| Directions for this task |
Your answer should be the records, restated word for word.

| Data for this exercise |
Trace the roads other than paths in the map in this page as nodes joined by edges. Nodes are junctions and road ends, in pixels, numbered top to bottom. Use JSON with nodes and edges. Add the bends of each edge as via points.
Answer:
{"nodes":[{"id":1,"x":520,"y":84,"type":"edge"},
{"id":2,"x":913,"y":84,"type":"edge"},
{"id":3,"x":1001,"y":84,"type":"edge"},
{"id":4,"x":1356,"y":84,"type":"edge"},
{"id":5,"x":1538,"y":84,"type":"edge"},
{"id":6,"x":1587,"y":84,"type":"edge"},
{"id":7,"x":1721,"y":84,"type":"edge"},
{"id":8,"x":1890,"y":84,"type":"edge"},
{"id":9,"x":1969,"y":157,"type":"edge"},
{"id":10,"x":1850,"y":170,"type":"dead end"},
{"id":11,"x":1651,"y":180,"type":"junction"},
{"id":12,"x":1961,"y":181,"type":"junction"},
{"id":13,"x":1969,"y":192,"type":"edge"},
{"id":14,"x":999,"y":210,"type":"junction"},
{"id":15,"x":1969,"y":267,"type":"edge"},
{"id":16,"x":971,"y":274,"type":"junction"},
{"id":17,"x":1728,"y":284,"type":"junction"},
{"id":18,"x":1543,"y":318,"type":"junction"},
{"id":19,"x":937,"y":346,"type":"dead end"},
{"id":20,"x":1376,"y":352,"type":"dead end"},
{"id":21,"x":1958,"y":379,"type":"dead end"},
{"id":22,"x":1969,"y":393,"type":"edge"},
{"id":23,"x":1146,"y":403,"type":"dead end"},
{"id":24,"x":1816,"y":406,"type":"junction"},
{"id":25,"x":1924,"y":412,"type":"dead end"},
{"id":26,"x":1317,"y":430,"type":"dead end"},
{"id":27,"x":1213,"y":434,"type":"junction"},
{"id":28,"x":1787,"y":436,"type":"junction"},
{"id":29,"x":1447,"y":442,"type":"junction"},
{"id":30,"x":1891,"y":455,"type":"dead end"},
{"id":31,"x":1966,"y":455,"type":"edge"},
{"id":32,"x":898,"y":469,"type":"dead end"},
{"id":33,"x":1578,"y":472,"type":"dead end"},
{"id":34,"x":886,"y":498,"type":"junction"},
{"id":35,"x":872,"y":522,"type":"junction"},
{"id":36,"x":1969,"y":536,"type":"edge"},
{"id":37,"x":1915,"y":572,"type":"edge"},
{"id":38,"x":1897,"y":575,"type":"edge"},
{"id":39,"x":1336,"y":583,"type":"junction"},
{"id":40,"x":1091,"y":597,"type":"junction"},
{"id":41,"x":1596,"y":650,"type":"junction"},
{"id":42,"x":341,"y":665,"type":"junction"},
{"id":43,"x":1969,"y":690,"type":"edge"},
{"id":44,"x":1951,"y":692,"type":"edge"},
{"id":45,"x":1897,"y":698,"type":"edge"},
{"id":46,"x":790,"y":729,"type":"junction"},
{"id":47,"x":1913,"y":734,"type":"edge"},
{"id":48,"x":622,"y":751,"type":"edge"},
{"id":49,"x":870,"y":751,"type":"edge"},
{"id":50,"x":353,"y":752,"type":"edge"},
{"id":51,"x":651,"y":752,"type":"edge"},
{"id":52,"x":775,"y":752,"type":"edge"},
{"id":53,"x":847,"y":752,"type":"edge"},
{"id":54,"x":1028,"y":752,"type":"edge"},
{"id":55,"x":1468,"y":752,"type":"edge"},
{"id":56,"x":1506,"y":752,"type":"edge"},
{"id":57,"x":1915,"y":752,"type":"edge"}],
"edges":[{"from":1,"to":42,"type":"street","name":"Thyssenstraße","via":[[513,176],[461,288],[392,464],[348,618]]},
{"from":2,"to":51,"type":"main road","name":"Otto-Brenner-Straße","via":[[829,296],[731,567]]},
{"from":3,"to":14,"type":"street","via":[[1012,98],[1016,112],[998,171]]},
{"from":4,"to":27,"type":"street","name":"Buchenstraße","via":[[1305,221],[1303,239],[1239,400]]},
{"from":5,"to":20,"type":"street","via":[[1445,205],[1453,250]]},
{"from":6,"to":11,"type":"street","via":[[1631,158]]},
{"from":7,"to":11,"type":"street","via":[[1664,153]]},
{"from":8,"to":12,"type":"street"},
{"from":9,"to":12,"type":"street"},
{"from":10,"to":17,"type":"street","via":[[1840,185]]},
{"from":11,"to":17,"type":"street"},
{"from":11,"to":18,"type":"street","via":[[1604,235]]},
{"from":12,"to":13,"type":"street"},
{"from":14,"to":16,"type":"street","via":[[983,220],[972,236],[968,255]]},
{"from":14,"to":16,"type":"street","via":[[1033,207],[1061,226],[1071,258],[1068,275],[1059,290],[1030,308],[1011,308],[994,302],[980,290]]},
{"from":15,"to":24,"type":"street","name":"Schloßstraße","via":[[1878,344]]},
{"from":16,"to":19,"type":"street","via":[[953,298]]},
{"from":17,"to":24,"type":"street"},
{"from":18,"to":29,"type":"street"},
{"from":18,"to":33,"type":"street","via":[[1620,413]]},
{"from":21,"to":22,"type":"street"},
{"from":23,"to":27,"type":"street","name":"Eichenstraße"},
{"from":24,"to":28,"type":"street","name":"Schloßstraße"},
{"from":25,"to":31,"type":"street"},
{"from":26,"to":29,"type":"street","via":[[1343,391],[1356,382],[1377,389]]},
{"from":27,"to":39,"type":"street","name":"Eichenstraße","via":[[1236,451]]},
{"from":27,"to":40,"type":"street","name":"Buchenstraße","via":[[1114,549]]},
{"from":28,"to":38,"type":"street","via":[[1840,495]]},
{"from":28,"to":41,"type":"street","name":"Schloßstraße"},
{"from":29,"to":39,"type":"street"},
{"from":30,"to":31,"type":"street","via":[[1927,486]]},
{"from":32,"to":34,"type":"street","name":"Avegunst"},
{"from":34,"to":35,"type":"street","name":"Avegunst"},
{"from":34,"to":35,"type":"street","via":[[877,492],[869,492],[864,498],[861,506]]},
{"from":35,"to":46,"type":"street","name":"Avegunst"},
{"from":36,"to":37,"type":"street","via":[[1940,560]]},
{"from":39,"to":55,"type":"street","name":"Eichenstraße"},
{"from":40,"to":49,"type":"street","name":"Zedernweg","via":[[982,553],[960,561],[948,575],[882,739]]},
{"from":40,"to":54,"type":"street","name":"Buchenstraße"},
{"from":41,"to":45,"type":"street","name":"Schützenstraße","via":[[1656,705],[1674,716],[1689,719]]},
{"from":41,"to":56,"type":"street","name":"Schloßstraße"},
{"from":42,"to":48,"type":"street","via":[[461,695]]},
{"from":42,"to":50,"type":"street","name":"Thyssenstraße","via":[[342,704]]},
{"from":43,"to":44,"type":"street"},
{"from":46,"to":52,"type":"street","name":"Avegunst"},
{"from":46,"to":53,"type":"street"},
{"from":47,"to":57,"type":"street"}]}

| Written reply |
Trace the roads other than paths in the map in this page as nodes joined by edges. Nodes are junctions and road ends, in pixels, numbered top to bottom. Use JSON with nodes and edges. Add the bends of each edge as via points.
Answer:
{"nodes":[{"id":1,"x":520,"y":84,"type":"edge"},
{"id":2,"x":913,"y":84,"type":"edge"},
{"id":3,"x":1001,"y":84,"type":"edge"},
{"id":4,"x":1356,"y":84,"type":"edge"},
{"id":5,"x":1538,"y":84,"type":"edge"},
{"id":6,"x":1587,"y":84,"type":"edge"},
{"id":7,"x":1721,"y":84,"type":"edge"},
{"id":8,"x":1890,"y":84,"type":"edge"},
{"id":9,"x":1969,"y":157,"type":"edge"},
{"id":10,"x":1850,"y":170,"type":"dead end"},
{"id":11,"x":1651,"y":180,"type":"junction"},
{"id":12,"x":1961,"y":181,"type":"junction"},
{"id":13,"x":1969,"y":192,"type":"edge"},
{"id":14,"x":999,"y":210,"type":"junction"},
{"id":15,"x":1969,"y":267,"type":"edge"},
{"id":16,"x":971,"y":274,"type":"junction"},
{"id":17,"x":1728,"y":284,"type":"junction"},
{"id":18,"x":1543,"y":318,"type":"junction"},
{"id":19,"x":937,"y":346,"type":"dead end"},
{"id":20,"x":1376,"y":352,"type":"dead end"},
{"id":21,"x":1958,"y":379,"type":"dead end"},
{"id":22,"x":1969,"y":393,"type":"edge"},
{"id":23,"x":1146,"y":403,"type":"dead end"},
{"id":24,"x":1816,"y":406,"type":"junction"},
{"id":25,"x":1924,"y":412,"type":"dead end"},
{"id":26,"x":1317,"y":430,"type":"dead end"},
{"id":27,"x":1213,"y":434,"type":"junction"},
{"id":28,"x":1787,"y":436,"type":"junction"},
{"id":29,"x":1447,"y":442,"type":"junction"},
{"id":30,"x":1891,"y":455,"type":"dead end"},
{"id":31,"x":1966,"y":455,"type":"edge"},
{"id":32,"x":898,"y":469,"type":"dead end"},
{"id":33,"x":1578,"y":472,"type":"dead end"},
{"id":34,"x":886,"y":498,"type":"junction"},
{"id":35,"x":872,"y":522,"type":"junction"},
{"id":36,"x":1969,"y":536,"type":"edge"},
{"id":37,"x":1915,"y":572,"type":"edge"},
{"id":38,"x":1897,"y":575,"type":"edge"},
{"id":39,"x":1336,"y":583,"type":"junction"},
{"id":40,"x":1091,"y":597,"type":"junction"},
{"id":41,"x":1596,"y":650,"type":"junction"},
{"id":42,"x":341,"y":665,"type":"junction"},
{"id":43,"x":1969,"y":690,"type":"edge"},
{"id":44,"x":1951,"y":692,"type":"edge"},
{"id":45,"x":1897,"y":698,"type":"edge"},
{"id":46,"x":790,"y":729,"type":"junction"},
{"id":47,"x":1913,"y":734,"type":"edge"},
{"id":48,"x":622,"y":751,"type":"edge"},
{"id":49,"x":870,"y":751,"type":"edge"},
{"id":50,"x":353,"y":752,"type":"edge"},
{"id":51,"x":651,"y":752,"type":"edge"},
{"id":52,"x":775,"y":752,"type":"edge"},
{"id":53,"x":847,"y":752,"type":"edge"},
{"id":54,"x":1028,"y":752,"type":"edge"},
{"id":55,"x":1468,"y":752,"type":"edge"},
{"id":56,"x":1506,"y":752,"type":"edge"},
{"id":57,"x":1915,"y":752,"type":"edge"}],
"edges":[{"from":1,"to":42,"type":"street","name":"Thyssenstraße","via":[[513,176],[461,288],[392,464],[348,618]]},
{"from":2,"to":51,"type":"main road","name":"Otto-Brenner-Straße","via":[[829,296],[731,567]]},
{"from":3,"to":14,"type":"street","via":[[1012,98],[1016,112],[998,171]]},
{"from":4,"to":27,"type":"street","name":"Buchenstraße","via":[[1305,221],[1303,239],[1239,400]]},
{"from":5,"to":20,"type":"street","via":[[1445,205],[1453,250]]},
{"from":6,"to":11,"type":"street","via":[[1631,158]]},
{"from":7,"to":11,"type":"street","via":[[1664,153]]},
{"from":8,"to":12,"type":"street"},
{"from":9,"to":12,"type":"street"},
{"from":10,"to":17,"type":"street","via":[[1840,185]]},
{"from":11,"to":17,"type":"street"},
{"from":11,"to":18,"type":"street","via":[[1604,235]]},
{"from":12,"to":13,"type":"street"},
{"from":14,"to":16,"type":"street","via":[[983,220],[972,236],[968,255]]},
{"from":14,"to":16,"type":"street","via":[[1033,207],[1061,226],[1071,258],[1068,275],[1059,290],[1030,308],[1011,308],[994,302],[980,290]]},
{"from":15,"to":24,"type":"street","name":"Schloßstraße","via":[[1878,344]]},
{"from":16,"to":19,"type":"street","via":[[953,298]]},
{"from":17,"to":24,"type":"street"},
{"from":18,"to":29,"type":"street"},
{"from":18,"to":33,"type":"street","via":[[1620,413]]},
{"from":21,"to":22,"type":"street"},
{"from":23,"to":27,"type":"street","name":"Eichenstraße"},
{"from":24,"to":28,"type":"street","name":"Schloßstraße"},
{"from":25,"to":31,"type":"street"},
{"from":26,"to":29,"type":"street","via":[[1343,391],[1356,382],[1377,389]]},
{"from":27,"to":39,"type":"street","name":"Eichenstraße","via":[[1236,451]]},
{"from":27,"to":40,"type":"street","name":"Buchenstraße","via":[[1114,549]]},
{"from":28,"to":38,"type":"street","via":[[1840,495]]},
{"from":28,"to":41,"type":"street","name":"Schloßstraße"},
{"from":29,"to":39,"type":"street"},
{"from":30,"to":31,"type":"street","via":[[1927,486]]},
{"from":32,"to":34,"type":"street","name":"Avegunst"},
{"from":34,"to":35,"type":"street","name":"Avegunst"},
{"from":34,"to":35,"type":"street","via":[[877,492],[869,492],[864,498],[861,506]]},
{"from":35,"to":46,"type":"street","name":"Avegunst"},
{"from":36,"to":37,"type":"street","via":[[1940,560]]},
{"from":39,"to":55,"type":"street","name":"Eichenstraße"},
{"from":40,"to":49,"type":"street","name":"Zedernweg","via":[[982,553],[960,561],[948,575],[882,739]]},
{"from":40,"to":54,"type":"street","name":"Buchenstraße"},
{"from":41,"to":45,"type":"street","name":"Schützenstraße","via":[[1656,705],[1674,716],[1689,719]]},
{"from":41,"to":56,"type":"street","name":"Schloßstraße"},
{"from":42,"to":48,"type":"street","via":[[461,695]]},
{"from":42,"to":50,"type":"street","name":"Thyssenstraße","via":[[342,704]]},
{"from":43,"to":44,"type":"street"},
{"from":46,"to":52,"type":"street","name":"Avegunst"},
{"from":46,"to":53,"type":"street"},
{"from":47,"to":57,"type":"street"}]}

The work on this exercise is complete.